[DATA UNDER STUDY — start]

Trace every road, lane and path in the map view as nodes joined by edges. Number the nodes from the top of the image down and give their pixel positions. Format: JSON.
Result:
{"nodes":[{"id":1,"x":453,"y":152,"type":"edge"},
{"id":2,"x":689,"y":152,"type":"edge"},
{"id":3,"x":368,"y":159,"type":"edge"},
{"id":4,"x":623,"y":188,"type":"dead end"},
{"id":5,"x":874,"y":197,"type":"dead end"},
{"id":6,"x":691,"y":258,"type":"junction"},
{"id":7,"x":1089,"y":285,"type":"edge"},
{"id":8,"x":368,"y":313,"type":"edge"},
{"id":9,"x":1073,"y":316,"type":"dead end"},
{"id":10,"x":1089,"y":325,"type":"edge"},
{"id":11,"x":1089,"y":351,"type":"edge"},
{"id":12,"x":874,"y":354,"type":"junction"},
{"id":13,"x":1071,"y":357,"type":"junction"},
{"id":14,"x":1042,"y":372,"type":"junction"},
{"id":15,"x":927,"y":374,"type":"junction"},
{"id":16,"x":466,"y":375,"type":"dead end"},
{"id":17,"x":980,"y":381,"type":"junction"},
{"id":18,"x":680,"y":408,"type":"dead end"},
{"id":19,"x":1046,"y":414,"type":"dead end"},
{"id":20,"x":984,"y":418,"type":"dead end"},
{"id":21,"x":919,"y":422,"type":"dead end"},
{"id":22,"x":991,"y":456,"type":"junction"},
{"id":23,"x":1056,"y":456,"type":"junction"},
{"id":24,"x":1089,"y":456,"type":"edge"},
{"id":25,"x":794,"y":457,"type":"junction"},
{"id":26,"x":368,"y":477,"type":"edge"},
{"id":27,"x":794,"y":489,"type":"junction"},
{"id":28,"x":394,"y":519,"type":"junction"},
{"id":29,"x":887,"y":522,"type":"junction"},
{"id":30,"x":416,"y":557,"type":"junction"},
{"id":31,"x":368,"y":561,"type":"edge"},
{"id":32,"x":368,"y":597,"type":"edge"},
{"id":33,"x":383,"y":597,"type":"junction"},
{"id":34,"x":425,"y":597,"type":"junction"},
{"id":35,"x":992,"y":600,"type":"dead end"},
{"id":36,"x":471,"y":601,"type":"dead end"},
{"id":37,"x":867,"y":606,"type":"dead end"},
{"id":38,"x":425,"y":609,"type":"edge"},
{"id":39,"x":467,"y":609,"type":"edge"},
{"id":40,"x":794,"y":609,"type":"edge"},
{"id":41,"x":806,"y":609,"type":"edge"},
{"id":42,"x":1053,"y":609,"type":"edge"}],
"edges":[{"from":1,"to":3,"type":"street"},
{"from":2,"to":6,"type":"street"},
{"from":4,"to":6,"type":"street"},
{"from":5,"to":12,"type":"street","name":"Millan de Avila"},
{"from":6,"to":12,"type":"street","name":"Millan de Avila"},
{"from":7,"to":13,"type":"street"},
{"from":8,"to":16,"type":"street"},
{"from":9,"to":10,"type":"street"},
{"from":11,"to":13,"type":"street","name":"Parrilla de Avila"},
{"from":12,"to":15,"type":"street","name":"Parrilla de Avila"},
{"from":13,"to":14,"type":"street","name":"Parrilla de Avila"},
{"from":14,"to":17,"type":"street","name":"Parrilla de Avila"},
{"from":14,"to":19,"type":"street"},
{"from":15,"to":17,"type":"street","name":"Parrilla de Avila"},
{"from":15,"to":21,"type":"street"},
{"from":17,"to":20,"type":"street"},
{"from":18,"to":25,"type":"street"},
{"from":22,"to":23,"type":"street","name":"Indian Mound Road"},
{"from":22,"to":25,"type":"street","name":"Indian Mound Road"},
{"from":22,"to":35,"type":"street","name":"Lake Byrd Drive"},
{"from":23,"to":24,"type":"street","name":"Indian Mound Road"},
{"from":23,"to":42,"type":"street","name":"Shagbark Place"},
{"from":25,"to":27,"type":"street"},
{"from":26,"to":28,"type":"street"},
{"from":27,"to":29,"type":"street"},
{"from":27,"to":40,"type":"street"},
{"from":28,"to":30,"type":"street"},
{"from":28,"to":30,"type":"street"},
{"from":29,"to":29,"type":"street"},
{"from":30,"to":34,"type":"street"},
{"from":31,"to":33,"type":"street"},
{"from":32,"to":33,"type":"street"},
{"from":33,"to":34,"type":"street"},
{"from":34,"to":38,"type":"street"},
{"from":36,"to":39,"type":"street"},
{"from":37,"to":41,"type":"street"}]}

[DATA UNDER STUDY — finish]

EXERCISE BRIEF: For every line of the material above that contains the word "Millan", show the line.

SOLUTION TO THE PROBLEM:
{"from":5,"to":12,"type":"street","name":"Millan de Avila"},
{"from":6,"to":12,"type":"street","name":"Millan de Avila"},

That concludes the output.